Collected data
- - - -
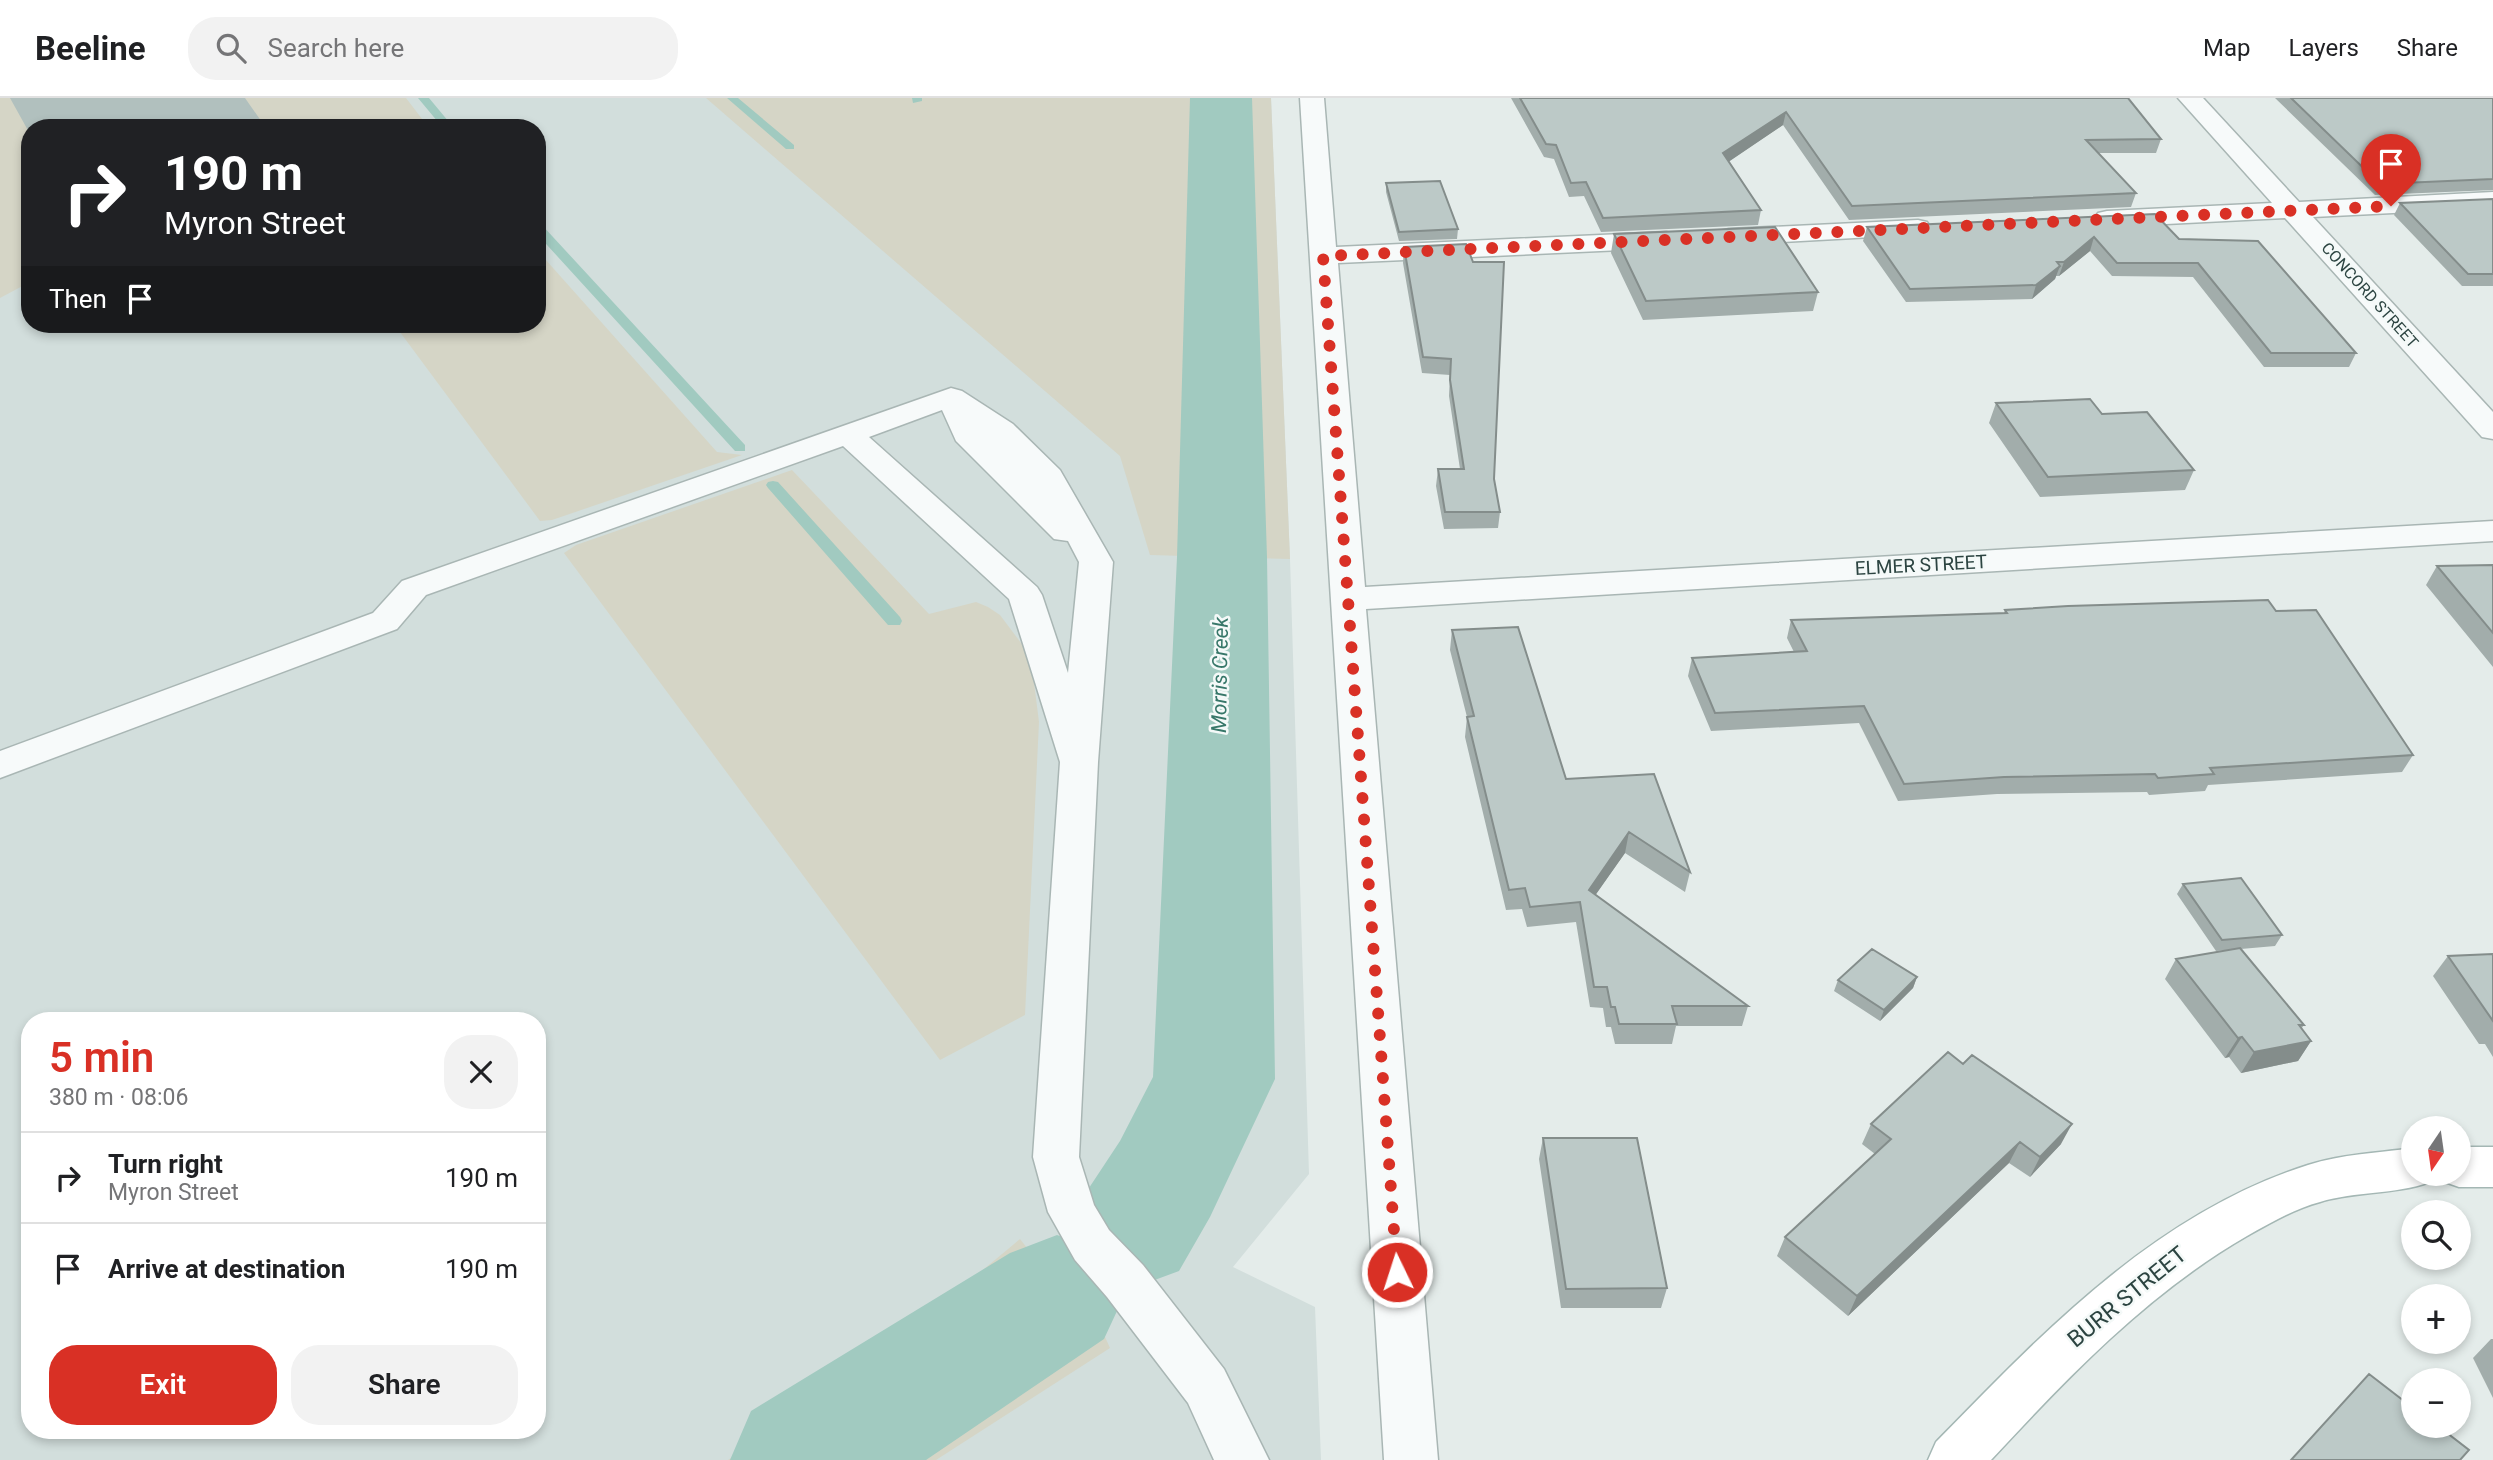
<!DOCTYPE html>
<html lang="en">
<head>
<meta charset="utf-8">
<style>
	body { margin:0; font-family:Roboto,sans-serif; background:#f2f2f2; color:#202124; height:100vh; display:flex; flex-direction:column; font-size:26px; white-space:nowrap }
	* { box-sizing:border-box; margin:0 }
	p { font-size:23px; color:#757577 }
	.icon { flex:none; width:38px; height:38px; fill:none; stroke:currentColor; stroke-width:2; stroke-linecap:round; stroke-linejoin:round }
	.map { position:relative; flex:1; overflow:hidden }
	.side { position:absolute; left:21px; top:914px; width:525px; height:427px; display:flex; flex-direction:column; background:#fff; border-radius:28px; box-shadow:0 4px 10px #0003 }
	.side>* { flex:none }
	.guide { position:absolute; left:21px; top:21px; width:525px; height:214px; border-radius:28px; box-shadow:0 4px 10px #0003; background:#202124; color:#fff; overflow:hidden }
	.needle { width:46px; rotate:193deg }
	.buttons { position:absolute; left:2401px; top:1018px; display:grid; gap:14px }
	.buttons a { display:grid; place-items:center; width:70px; height:70px; border-radius:50%; background:#fff; box-shadow:0 4px 10px #0003; font-size:35px }
	.pin { position:absolute; display:grid; place-items:center; width:60px; height:60px; color:#fff; margin:-72px -30px; border-radius:50% 50% 50% 0; rotate:-45deg; box-shadow:0 0 7px #0007 }
	.pin .icon { rotate:45deg }
	.me { position:absolute; width:77px; margin:-38px; rotate:356deg; stroke-linejoin:round; filter:drop-shadow(0 0 5px #0008) }
	.turn { display:flex; align-items:center; gap:24px; height:147px; padding:0 28px; font-size:32px }
	.turn .icon { width:91px; height:91px; stroke-width:2.5 }
	.turn b { display:block; font-size:49px; line-height:60px }
	.then { display:flex; align-items:center; height:66px; padding:0 28px; background:#0003; gap:14px; font-size:26px }
	.round { display:grid; place-items:center; flex:none; width:74px; height:74px; border-radius:28px; background:#f2f2f2 }
	.overview { display:flex; align-items:center; justify-content:space-between; height:119px; padding:0 28px }
	h1 { font-size:42px; font-weight:600; line-height:52px; color:#d93025 }
	.primary-button { display:flex; gap:14px; margin-top:auto; padding:14px 28px }
	.primary-button a { flex:1; height:80px; border-radius:28px; background:#d93025; color:#fff; font-size:28px; font-weight:600; line-height:80px; text-align:center }
	.primary-button a+a { background:#f2f2f2; color:#202124 }
	ul { padding:0; list-style:none }
	li { display:flex; align-items:center; gap:21px; height:91px; padding:0 28px; border-top:2px solid #e0e0e0 }
	li div { flex:1 }
	li b { display:block; font-size:26px }
	li em { font-style:normal }
	header { display:flex; align-items:center; gap:42px; box-sizing:border-box; height:98px; padding:0 35px; background:#fff; border-bottom:2px solid #e0e0e0 }
	header strong { font-size:33px }
	nav { display:flex; gap:38px; margin-inline-start:auto; font-size:24px }
	.search { width:490px; height:63px; background:#f2f2f2; display:flex; align-items:center; gap:18px; box-sizing:border-box; padding:0 24px; border-radius:28px; color:#757577; font-size:26px }
	.map>svg:first-child { display:block }
</style>
</head>
<body>
<header>
<strong>Beeline</strong>
<div class="search"><svg class="icon" aria-label="search" viewBox="0 0 24 24"><circle cx="10" cy="10" r="6"/><path d="M15 15l6 6"/></svg>Search here</div>
<nav><a>Map</a><a>Layers</a><a>Share</a></nav>
</header>
<div class="map">
<svg width="2493" height="1362" viewBox="0 0 2493 1362">
	<rect width="100%" height="100%" fill="#e4ecea"/>
	<path fill="#d2dedc" fill-rule="evenodd" d="M 0,0 L 1271,0 L 1290,461 L 1309,1076 L 1233,1169 L 1315,1209 L 1321,1362 L 0,1362 ZM 30,30 L 537,30 L 537,226 L 30,226 ZM 30,922 L 537,922 L 537,1332 L 30,1332 Z"/>
	<path fill="#d5d5c6" d="M 0,0 L 35,0 L 52,30 L 30,30 L 30,184 L 0,200 Z
		M 227,0 L 406,0 L 429,30 L 249,30 Z
		M 706,0 L 1271,0 L 1290,461 L 1150,457 L 1120,358 Z
		M 537,152 L 717,354 L 742,357 L 552,422 L 540,423 L 394,226 L 537,226 Z
		M 792,372 L 929,516 L 976,504 L 988,509 L 1000,517 L 1024,549 L 1032,569 L 1039,624 L 1025,917 L 940,962 L 564,455 L 576,447 Z
		M 1020,1141 L 1050,1179 L 1028,1202 L 965,1247 L 781,1362 L 728,1362 L 835,1295 Z
		M 1081,1208 L 1096,1219 L 1110,1250 L 936,1362 L 869,1362 Z"/>
	<g fill="none" stroke-linecap="round" stroke-linejoin="round">
		<path fill="#a1cac0" fill-rule="evenodd" d="M 418,0 L 429,0 L 454,30 L 443,30 Z
			M 727,0 L 738,0 L 794,47 L 794,51 L 786,51 Z
			M 912,0 L 922,0 L 922,3 L 913,5 Z
			M 537,125 L 541,126 L 745,347 L 745,353 L 735,353 L 537,136 Z
			M 773,383 L 778,384 L 900,519 L 902,523 L 900,527 L 888,527 L 768,390 L 766,387 L 768,384 Z"/>
		<path fill="#a1cac0" fill-rule="evenodd" d="M 1190,0 L 1252,0 L 1267,459 L 1275,981 L 1210,1119 L 1179,1173 L 1133,1190 L 1118,1185 L 1124,1198 L 1104,1241 L 926,1362 L 730,1362 L 751,1313 L 1010,1155 L 1057,1137 L 1073,1143 L 1068,1133 L 1087,1093 L 1120,1043 L 1153,979 L 1177,459 Z"/>
		<path fill="#b1c0be" fill-rule="evenodd" d="M 10,0 L 245,0 L 266,30 L 30,30 L 30,36 Z"/>
		<g stroke="#a9b6b4" stroke-width="3">
			<path id="minor" d="M 1300,0 L 1324,0 L 1336,149 L 1666,134 L 1675,136 L 1679,142 L 1675,148 L 1666,150 L 1338,165 L 1365,489 L 2493,423 L 2493,443 L 1366,511 L 1438,1362 L 1384,1362 Z
				M 2178,0 L 2203,0 L 2299,104 L 2493,94 L 2493,110 L 2313,119 L 2493,314 L 2493,341 L 2482,339 L 2285,120 L 2107,129 L 2098,127 L 2094,121 L 2098,115 L 2107,113 L 2272,105 Z
				M 1918,122 L 1927,124 L 1931,130 L 1927,136 L 1729,147 L 1720,145 L 1716,139 L 1720,133 L 1729,131 Z
				M 951,290 L 962,293 L 1013,326 L 1060,372 L 1113,464 L 1098,664 L 1079,1059 L 1094,1107 L 1109,1132 L 1143,1167 L 1224,1271 L 1269,1362 L 1214,1362 L 1188,1305 L 1107,1199 L 1075,1162 L 1048,1114 L 1033,1059 L 1060,664 L 1009,501 L 843,348 L 426,497 L 397,531 L 0,680 L 0,653 L 373,515 L 402,483 ZM 942,312 L 956,343 L 1054,441 L 1068,443 L 1079,464 L 1068,575 L 1042,497 L 1037,489 L 869,339 Z"/>
		</g>
		<g stroke="#a4b7b4" stroke-width="3">
			<path id="major" d="M 2459,1049 L 2493,1049 L 2493,1089 L 2459,1089 L 2442,1083 L 2439,1076 L 2459,1076 Z
				M 2413,1050 L 2413,1076 L 2434,1076 L 2430,1084 C 2394,1097 2356,1093 2320,1104 C 2294,1111 2270,1125 2247,1138 C 2148,1195 2068,1279 1991,1362 L 1928,1362 L 1936,1344 C 2044,1233 2157,1115 2308,1067 C 2342,1056 2378,1055 2413,1050 Z"/>
		</g>
		<use href="#minor" fill="#f7fafa" fill-rule="evenodd"/>
		<use href="#major" fill="#fff" fill-rule="evenodd"/>
	</g>
	<path fill="#a2adab" d="M 1511,0 L 2128,0 L 2161,41 L 2156,55 L 2098,55 L 2136,95 L 2131,109 L 1849,122 L 1783,27 L 1729,63 L 1761,112 L 1758,127 L 1601,134 L 1584,98 L 1569,99 L 1554,61 L 1544,59 Z
		M 2275,0 L 2493,0 L 2493,92 L 2375,97 Z
		M 1386,85 L 1458,131 L 1457,141 L 1399,143 L 1386,94 Z
		M 2493,101 L 2493,188 L 2462,188 L 2394,117 L 2400,105 Z
		M 1867,129 L 2179,141 L 2356,255 L 2349,269 L 2264,269 L 2193,179 L 2112,178 L 2090,153 L 2059,178 L 2056,178 L 2055,181 L 2032,201 L 1906,204 L 1863,143 Z
		M 1614,136 L 1818,194 L 1813,213 L 1643,222 L 1611,155 Z
		M 1466,146 L 1494,381 L 1500,414 L 1498,430 L 1444,431 L 1436,388 L 1438,371 L 1460,371 L 1449,298 L 1450,277 L 1422,275 L 1403,165 L 1404,149 Z
		M 1996,305 L 2102,316 L 2194,372 L 2185,392 L 2040,399 L 1989,325 Z
		M 2493,467 L 2493,569 L 2426,487 L 2437,468 Z
		M 2005,512 L 2276,513 L 2413,657 L 2402,674 L 2208,687 L 2205,693 L 2149,697 L 2147,694 L 1997,696 L 1898,703 L 1859,625 L 1711,633 L 1688,578 L 1692,560 L 1794,554 L 1787,540 L 1791,522 L 2004,515 Z
		M 1452,532 L 1566,681 L 1690,774 L 1685,794 L 1625,755 L 1595,797 L 1748,908 L 1742,928 L 1676,928 L 1672,946 L 1615,946 L 1611,929 L 1606,929 L 1603,910 L 1590,909 L 1576,824 L 1527,829 L 1522,811 L 1506,812 L 1465,639 L 1467,619 L 1450,552 Z
		M 2183,786 L 2282,837 L 2275,848 L 2241,851 L 2304,927 L 2301,931 L 2311,943 L 2298,963 L 2241,975 L 2229,959 L 2225,960 L 2165,881 L 2176,861 L 2229,852 L 2216,853 L 2177,796 Z
		M 2493,856 L 2493,959 L 2485,946 L 2479,946 L 2433,878 L 2448,858 Z
		M 1917,879 L 1913,890 L 1880,923 L 1834,893 L 1838,882 Z
		M 1871,1026 L 2061,1046 L 2030,1079 L 2009,1065 L 1848,1218 L 1777,1158 L 1785,1139 L 1875,1056 L 1862,1046 Z
		M 1543,1040 L 1667,1190 L 1661,1210 L 1561,1210 L 1539,1061 Z
		M 2491,1241 L 2493,1241 L 2493,1300 L 2473,1260 Z"/>
	<path fill="#848d8b" d="M 1786,14 L 1783,27 L 1721,69 L 1723,55 Z
		M 2094,139 L 2090,153 L 2059,178 L 2064,164 Z
		M 2060,168 L 2055,181 L 2032,201 L 2036,187 Z
		M 1629,734 L 1625,755 L 1585,812 L 1589,792 Z
		M 1917,879 L 1913,890 L 1880,923 L 1884,912 Z
		M 2242,939 L 2229,959 L 2225,960 L 2238,940 Z
		M 2311,943 L 2298,963 L 2241,975 L 2254,954 Z
		M 2072,1026 L 2061,1046 L 2030,1079 L 2040,1059 Z
		M 2020,1044 L 2009,1065 L 1848,1218 L 1857,1198 Z"/>
	<path fill="#bcc9c7" stroke="#848d8b" stroke-width="2" d="M 1520,0 L 2128,0 L 2161,41 L 2086,42 L 2136,95 L 1852,108 L 1786,14 L 1723,55 L 1761,112 L 1603,120 L 1586,84 L 1571,85 L 1556,47 L 1546,46 Z
		M 2291,0 L 2493,0 L 2493,81 L 2380,86 Z
		M 1440,83 L 1458,131 L 1399,134 L 1386,85 Z
		M 2493,101 L 2493,176 L 2468,176 L 2400,105 Z
		M 2155,116 L 2179,141 L 2258,143 L 2356,255 L 2271,255 L 2198,165 L 2117,165 L 2094,139 L 2064,164 L 2057,164 L 2060,168 L 2036,187 L 1910,191 L 1867,129 Z
		M 1775,129 L 1818,194 L 1646,203 L 1614,136 Z
		M 1466,146 L 1473,164 L 1504,164 L 1494,381 L 1500,414 L 1445,414 L 1438,371 L 1464,371 L 1450,282 L 1451,261 L 1423,259 L 1404,149 Z
		M 2090,301 L 2102,316 L 2147,314 L 2194,372 L 2048,379 L 1996,305 Z
		M 2493,467 L 2493,535 L 2437,468 Z
		M 2268,502 L 2276,513 L 2316,512 L 2413,657 L 2210,670 L 2214,676 L 2158,680 L 2155,676 L 2004,679 L 1904,686 L 1864,608 L 1715,615 L 1692,560 L 1807,553 L 1791,522 L 2007,515 L 2005,512 L 2068,508 Z
		M 1518,529 L 1566,681 L 1654,676 L 1690,774 L 1629,734 L 1589,792 L 1748,908 L 1672,908 L 1677,926 L 1619,926 L 1615,909 L 1611,909 L 1607,889 L 1594,889 L 1580,804 L 1530,809 L 1525,790 L 1509,792 L 1467,619 L 1474,618 L 1452,532 Z
		M 2241,780 L 2282,837 L 2222,842 L 2183,786 Z
		M 2240,850 L 2304,927 L 2299,927 L 2311,943 L 2254,954 L 2242,939 L 2238,940 L 2176,861 Z
		M 1872,851 L 1917,879 L 1884,912 L 1838,882 Z
		M 2493,856 L 2493,923 L 2448,858 Z
		M 1948,954 L 1963,966 L 1972,957 L 2072,1026 L 2040,1059 L 2020,1044 L 1857,1198 L 1785,1139 L 1891,1041 L 1871,1026 Z
		M 1543,1040 L 1637,1040 L 1667,1190 L 1566,1191 Z
		M 2369,1276 L 2413,1310 L 2413,1328 L 2438,1328 L 2469,1352 L 2460,1362 L 2291,1362 Z"/>
	<g fill="none" stroke-linecap="round" stroke-linejoin="round">
		<path stroke="#d93025" stroke-width="12" stroke-dasharray="0 21.6" d="M 1397,1174 L 1323,158 L 2391,108"/>
	</g>
	<g text-anchor="middle" dominant-baseline="central" stroke-width="5" stroke-linejoin="round" paint-order="stroke">
		<g font-size="16" fill="#2c4441" stroke="#f4f9f8">
			<text transform="translate(2370 197) rotate(48)">CONCORD STREET</text>
		</g>
		<g font-size="19" fill="#2c4441" stroke="#f4f9f8">
			<text transform="translate(1921 467) rotate(-3)">ELMER STREET</text>
		</g>
		<g font-size="21" font-style="italic" fill="#377769" stroke="#f4f9f8">
			<text transform="translate(1220 577) rotate(-89)">Morris Creek</text>
		</g>
		<g font-size="23" fill="#2c4441" stroke="#f4f9f8">
			<text transform="translate(2127 1199) rotate(-39)">BURR STREET</text>
		</g>
	</g>
</svg>
<div class="buttons">
<a><svg class="needle" viewBox="-14 -14 28 28"><path d="M0-13l5 13h-10z" fill="#e53935"/><path d="M0 13l5-13h-10z" fill="#757577"/></svg></a>
<a><svg class="icon" aria-label="search" viewBox="0 0 24 24"><circle cx="10" cy="10" r="6"/><path d="M15 15l6 6"/></svg></a>
<a>+</a>
<a>−</a>
</div>
<div class="pin" style="left:2391px;top:108px;background:#d93025"><svg class="icon" aria-label="arrive" viewBox="0 0 24 24"><path d="M6 21V4h12l-3 4 3 4H6"/></svg></div>
<svg class="me" style="left:1397px;top:1174px" viewBox="-20 -20 40 40"><circle r="17" fill="#d93025" stroke="#fff" stroke-width="3"/><path d="M0-11L8 9 0 5-8 9z" fill="#fff"/></svg>
<div class="guide">
<div class="turn"><svg class="icon" aria-label="right" viewBox="0 0 24 24"><path d="M7 20v-9h11M14 6l5 5-5 5"/></svg><div><b>190 m</b>Myron Street</div></div>
<div class="then">Then<svg class="icon" aria-label="arrive" viewBox="0 0 24 24"><path d="M6 21V4h12l-3 4 3 4H6"/></svg></div>
</div>
<section class="side">
<div class="overview"><div><h1>5 min</h1><p>380 m · 08:06</p></div><a class="round"><svg class="icon" aria-label="close" viewBox="0 0 24 24"><path d="M6 6l12 12M18 6L6 18"/></svg></a></div>
<ul>
<li><svg class="icon" aria-label="right" viewBox="0 0 24 24"><path d="M7 20v-9h11M14 6l5 5-5 5"/></svg><div><b>Turn right</b><p>Myron Street</p></div><em>190 m</em></li>
<li><svg class="icon" aria-label="arrive" viewBox="0 0 24 24"><path d="M6 21V4h12l-3 4 3 4H6"/></svg><div><b>Arrive at destination</b></div><em>190 m</em></li>
</ul>
<div class="primary-button"><a>Exit</a><a>Share</a></div>
</section>
</div>
</body>
</html>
- - - -
Please copy the lines in the records above between the one holding "M 2311,943 L" and the one holding "M 2493,101 L 2493,176", inclusive, exactly and with no other line.

Written reply –
		M 2311,943 L 2298,963 L 2241,975 L 2254,954 Z
		M 2072,1026 L 2061,1046 L 2030,1079 L 2040,1059 Z
		M 2020,1044 L 2009,1065 L 1848,1218 L 1857,1198 Z"/>
	<path fill="#bcc9c7" stroke="#848d8b" stroke-width="2" d="M 1520,0 L 2128,0 L 2161,41 L 2086,42 L 2136,95 L 1852,108 L 1786,14 L 1723,55 L 1761,112 L 1603,120 L 1586,84 L 1571,85 L 1556,47 L 1546,46 Z
		M 2291,0 L 2493,0 L 2493,81 L 2380,86 Z
		M 1440,83 L 1458,131 L 1399,134 L 1386,85 Z
		M 2493,101 L 2493,176 L 2468,176 L 2400,105 Z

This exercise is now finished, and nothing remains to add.